* **Available records**:
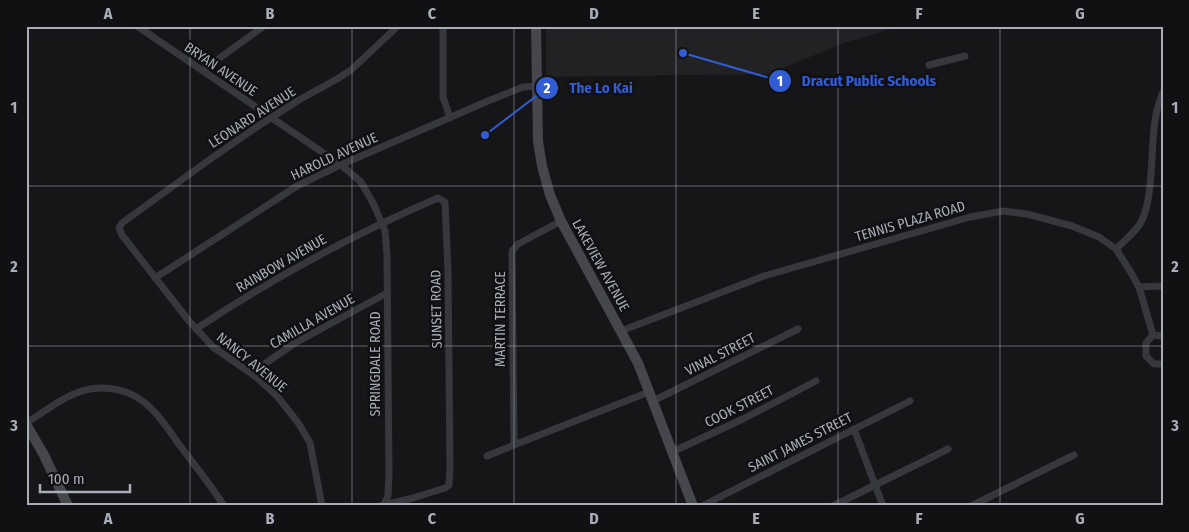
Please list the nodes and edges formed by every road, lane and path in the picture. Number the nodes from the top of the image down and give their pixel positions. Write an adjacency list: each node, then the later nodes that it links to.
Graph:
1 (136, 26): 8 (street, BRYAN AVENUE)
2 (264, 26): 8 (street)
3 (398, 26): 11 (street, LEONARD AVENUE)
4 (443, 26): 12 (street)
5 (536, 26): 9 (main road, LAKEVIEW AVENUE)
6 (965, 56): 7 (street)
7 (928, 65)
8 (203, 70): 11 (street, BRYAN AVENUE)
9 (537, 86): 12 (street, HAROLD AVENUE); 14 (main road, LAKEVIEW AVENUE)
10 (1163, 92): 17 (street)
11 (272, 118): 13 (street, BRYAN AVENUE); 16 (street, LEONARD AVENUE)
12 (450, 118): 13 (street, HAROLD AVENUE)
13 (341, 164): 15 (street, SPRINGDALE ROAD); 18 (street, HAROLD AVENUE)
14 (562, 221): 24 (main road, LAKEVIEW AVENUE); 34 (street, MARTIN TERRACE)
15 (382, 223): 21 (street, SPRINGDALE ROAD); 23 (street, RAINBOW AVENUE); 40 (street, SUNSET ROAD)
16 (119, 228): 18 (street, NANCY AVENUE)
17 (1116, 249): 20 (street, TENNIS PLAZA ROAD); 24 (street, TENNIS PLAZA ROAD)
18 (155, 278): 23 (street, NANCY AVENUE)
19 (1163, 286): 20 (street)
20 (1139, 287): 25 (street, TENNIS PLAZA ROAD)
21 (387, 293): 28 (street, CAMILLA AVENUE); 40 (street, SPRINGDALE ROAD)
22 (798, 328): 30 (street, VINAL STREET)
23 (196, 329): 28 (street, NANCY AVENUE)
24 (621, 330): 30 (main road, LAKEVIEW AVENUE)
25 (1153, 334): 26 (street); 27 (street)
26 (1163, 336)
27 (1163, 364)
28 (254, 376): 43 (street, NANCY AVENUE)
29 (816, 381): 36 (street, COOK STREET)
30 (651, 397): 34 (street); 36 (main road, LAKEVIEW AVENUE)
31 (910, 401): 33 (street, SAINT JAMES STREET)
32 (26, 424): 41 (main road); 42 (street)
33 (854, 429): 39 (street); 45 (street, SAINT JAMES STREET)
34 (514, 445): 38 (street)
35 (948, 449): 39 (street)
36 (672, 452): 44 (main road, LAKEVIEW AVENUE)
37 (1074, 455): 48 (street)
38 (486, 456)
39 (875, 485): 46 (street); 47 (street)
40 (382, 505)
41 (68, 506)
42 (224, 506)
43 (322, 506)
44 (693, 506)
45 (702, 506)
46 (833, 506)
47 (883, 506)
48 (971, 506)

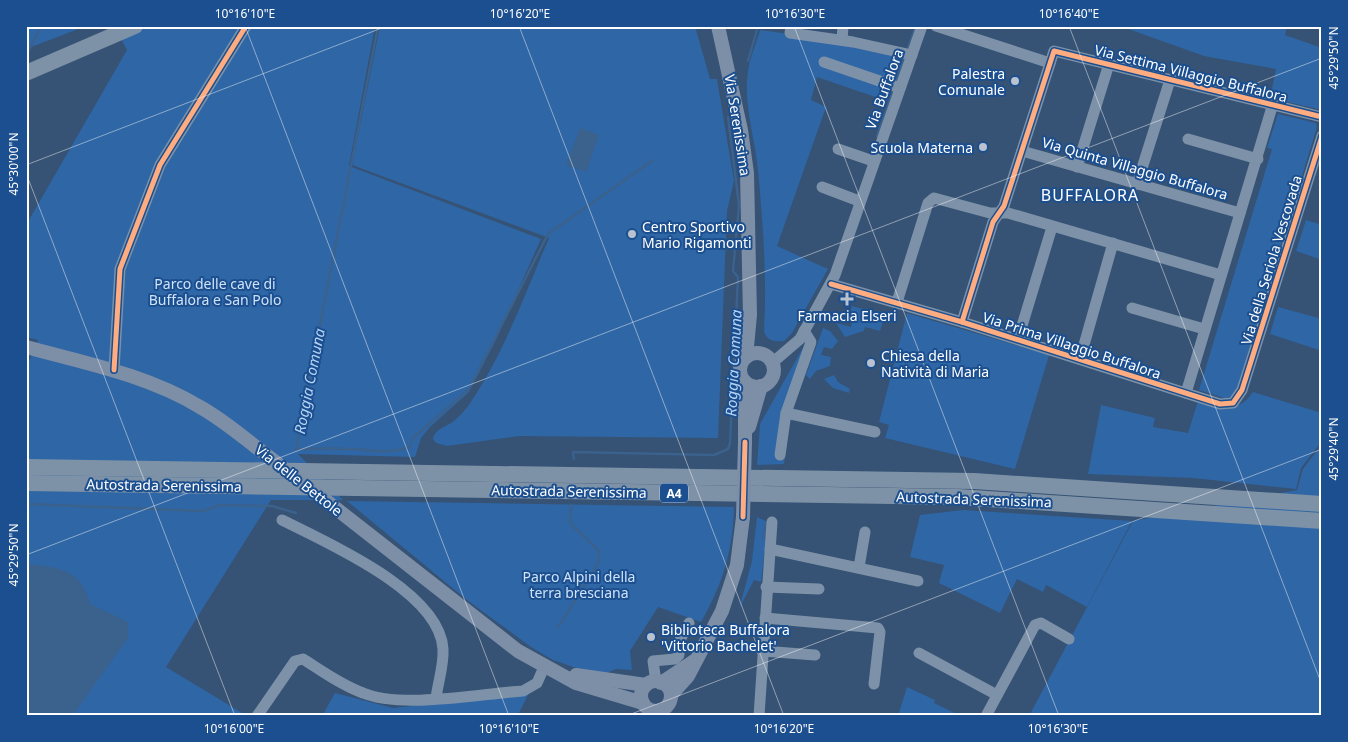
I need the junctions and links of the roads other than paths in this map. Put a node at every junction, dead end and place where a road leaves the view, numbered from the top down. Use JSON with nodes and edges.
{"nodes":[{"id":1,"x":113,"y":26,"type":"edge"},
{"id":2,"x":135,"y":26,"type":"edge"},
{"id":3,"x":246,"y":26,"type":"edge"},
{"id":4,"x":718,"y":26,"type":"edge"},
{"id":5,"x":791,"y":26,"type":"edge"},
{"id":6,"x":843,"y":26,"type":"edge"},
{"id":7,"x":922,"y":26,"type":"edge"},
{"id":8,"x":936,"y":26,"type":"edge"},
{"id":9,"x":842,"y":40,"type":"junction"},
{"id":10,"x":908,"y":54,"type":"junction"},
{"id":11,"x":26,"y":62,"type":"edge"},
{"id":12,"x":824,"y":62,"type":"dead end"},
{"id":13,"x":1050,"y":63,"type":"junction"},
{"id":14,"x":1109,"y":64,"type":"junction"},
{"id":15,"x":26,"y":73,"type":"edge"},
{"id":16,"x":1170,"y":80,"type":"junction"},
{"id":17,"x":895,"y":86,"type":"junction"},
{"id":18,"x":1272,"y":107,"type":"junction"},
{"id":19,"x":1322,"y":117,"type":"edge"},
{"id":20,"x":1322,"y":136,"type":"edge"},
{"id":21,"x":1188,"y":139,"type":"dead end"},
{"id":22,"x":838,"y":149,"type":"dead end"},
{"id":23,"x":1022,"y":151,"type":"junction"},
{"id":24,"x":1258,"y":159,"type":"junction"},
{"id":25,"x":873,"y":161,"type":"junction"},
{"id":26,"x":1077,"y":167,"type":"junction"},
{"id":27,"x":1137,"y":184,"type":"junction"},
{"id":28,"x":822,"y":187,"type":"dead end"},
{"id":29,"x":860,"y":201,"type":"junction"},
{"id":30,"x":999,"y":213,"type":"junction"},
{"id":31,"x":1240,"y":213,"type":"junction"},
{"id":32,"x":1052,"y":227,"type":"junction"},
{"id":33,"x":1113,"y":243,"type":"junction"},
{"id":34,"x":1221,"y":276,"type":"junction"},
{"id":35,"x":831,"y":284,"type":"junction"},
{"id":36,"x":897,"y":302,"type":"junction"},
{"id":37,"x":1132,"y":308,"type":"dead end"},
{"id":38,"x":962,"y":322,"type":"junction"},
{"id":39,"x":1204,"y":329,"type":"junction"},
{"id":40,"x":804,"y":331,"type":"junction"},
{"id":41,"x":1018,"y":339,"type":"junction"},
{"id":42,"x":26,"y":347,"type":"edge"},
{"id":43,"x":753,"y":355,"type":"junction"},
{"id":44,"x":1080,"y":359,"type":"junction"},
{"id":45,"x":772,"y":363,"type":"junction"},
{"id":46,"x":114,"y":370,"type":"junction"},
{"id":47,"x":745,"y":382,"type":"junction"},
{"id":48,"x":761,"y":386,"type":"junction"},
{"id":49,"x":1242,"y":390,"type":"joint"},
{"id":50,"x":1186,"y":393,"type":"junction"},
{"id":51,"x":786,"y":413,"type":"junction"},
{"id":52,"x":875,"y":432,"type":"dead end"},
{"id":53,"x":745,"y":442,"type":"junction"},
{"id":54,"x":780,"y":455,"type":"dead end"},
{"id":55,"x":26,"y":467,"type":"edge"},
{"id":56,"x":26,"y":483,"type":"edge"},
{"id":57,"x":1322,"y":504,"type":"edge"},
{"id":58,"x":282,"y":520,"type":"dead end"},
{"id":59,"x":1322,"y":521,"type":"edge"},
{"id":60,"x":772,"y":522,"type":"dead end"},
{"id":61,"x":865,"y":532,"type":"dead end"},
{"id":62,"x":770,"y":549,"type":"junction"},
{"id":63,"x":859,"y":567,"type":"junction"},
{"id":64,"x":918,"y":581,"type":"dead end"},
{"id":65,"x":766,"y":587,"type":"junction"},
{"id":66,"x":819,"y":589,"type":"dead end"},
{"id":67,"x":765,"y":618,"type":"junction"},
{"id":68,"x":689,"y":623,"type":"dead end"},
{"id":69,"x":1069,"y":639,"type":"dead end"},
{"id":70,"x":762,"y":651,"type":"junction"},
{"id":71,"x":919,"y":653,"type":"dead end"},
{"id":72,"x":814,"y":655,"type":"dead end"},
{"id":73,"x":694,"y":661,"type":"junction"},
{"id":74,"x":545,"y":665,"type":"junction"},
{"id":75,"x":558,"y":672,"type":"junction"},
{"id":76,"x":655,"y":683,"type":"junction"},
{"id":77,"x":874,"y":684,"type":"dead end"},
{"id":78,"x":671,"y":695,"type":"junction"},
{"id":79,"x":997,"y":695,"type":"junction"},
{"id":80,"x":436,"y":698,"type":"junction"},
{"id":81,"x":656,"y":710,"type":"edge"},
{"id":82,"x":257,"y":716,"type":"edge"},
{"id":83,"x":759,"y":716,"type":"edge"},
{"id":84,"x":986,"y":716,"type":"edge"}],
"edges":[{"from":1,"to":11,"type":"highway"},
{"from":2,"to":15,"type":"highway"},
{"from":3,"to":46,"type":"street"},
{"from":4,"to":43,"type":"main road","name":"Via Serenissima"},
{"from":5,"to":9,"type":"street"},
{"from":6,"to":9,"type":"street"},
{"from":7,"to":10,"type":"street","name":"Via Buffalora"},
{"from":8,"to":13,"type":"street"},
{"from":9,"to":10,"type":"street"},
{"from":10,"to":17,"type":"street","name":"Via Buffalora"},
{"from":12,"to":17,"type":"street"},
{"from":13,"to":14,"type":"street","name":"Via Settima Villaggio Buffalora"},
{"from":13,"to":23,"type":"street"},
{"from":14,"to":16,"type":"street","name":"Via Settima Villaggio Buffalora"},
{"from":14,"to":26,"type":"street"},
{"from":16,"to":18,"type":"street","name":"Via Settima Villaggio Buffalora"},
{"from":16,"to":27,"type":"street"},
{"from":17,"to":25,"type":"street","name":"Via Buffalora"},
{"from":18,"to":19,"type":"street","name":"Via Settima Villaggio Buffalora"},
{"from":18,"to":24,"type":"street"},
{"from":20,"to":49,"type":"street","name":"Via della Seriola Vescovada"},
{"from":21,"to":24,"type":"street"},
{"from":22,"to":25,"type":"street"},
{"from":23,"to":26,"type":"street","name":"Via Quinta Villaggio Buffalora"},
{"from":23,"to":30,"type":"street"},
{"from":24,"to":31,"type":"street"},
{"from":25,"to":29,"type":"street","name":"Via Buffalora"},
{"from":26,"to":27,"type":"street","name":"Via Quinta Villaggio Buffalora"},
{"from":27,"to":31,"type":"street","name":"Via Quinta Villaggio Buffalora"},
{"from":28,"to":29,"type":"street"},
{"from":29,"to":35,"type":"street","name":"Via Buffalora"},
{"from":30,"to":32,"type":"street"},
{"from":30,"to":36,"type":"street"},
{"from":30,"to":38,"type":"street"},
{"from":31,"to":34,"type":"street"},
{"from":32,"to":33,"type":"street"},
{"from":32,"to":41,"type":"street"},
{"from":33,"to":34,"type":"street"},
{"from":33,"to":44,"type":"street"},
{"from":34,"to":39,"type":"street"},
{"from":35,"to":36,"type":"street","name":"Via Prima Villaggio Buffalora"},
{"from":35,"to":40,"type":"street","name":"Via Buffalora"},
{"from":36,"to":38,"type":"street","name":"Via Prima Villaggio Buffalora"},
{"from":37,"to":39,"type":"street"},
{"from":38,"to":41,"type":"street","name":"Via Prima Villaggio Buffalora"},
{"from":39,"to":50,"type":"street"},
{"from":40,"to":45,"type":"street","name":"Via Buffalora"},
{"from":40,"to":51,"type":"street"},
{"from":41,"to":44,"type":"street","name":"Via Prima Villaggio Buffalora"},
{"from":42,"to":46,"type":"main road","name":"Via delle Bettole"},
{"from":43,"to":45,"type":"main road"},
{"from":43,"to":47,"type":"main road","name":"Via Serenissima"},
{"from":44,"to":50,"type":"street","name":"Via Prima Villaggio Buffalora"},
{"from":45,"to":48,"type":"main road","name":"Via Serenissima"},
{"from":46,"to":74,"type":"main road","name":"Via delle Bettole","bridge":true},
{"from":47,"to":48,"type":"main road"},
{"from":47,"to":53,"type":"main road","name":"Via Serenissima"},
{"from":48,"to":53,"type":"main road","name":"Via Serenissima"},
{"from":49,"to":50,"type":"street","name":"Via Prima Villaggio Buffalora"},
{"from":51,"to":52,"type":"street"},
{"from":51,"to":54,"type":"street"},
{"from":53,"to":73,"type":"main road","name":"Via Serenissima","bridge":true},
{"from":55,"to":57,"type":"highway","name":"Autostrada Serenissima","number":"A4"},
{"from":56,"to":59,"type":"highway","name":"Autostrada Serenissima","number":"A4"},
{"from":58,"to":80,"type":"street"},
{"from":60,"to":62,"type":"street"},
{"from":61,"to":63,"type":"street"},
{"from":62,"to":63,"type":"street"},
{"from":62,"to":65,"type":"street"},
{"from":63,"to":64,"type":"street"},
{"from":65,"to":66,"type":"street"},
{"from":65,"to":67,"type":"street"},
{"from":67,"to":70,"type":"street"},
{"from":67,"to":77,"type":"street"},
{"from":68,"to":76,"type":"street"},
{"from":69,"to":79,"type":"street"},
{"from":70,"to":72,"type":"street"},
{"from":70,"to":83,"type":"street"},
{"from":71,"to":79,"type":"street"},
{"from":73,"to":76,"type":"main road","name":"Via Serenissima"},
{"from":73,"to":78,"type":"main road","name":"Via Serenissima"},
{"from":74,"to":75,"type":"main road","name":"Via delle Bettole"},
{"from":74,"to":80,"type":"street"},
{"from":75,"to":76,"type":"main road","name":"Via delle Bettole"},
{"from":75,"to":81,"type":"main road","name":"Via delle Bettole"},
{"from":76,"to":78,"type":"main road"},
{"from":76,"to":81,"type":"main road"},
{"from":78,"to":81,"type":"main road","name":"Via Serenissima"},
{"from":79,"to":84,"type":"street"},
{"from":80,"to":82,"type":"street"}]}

* **What to work on**: Copy out every line of the listing that contains the string "highway".

* **Written response**:
"edges":[{"from":1,"to":11,"type":"highway"},
{"from":2,"to":15,"type":"highway"},
{"from":55,"to":57,"type":"highway","name":"Autostrada Serenissima","number":"A4"},
{"from":56,"to":59,"type":"highway","name":"Autostrada Serenissima","number":"A4"},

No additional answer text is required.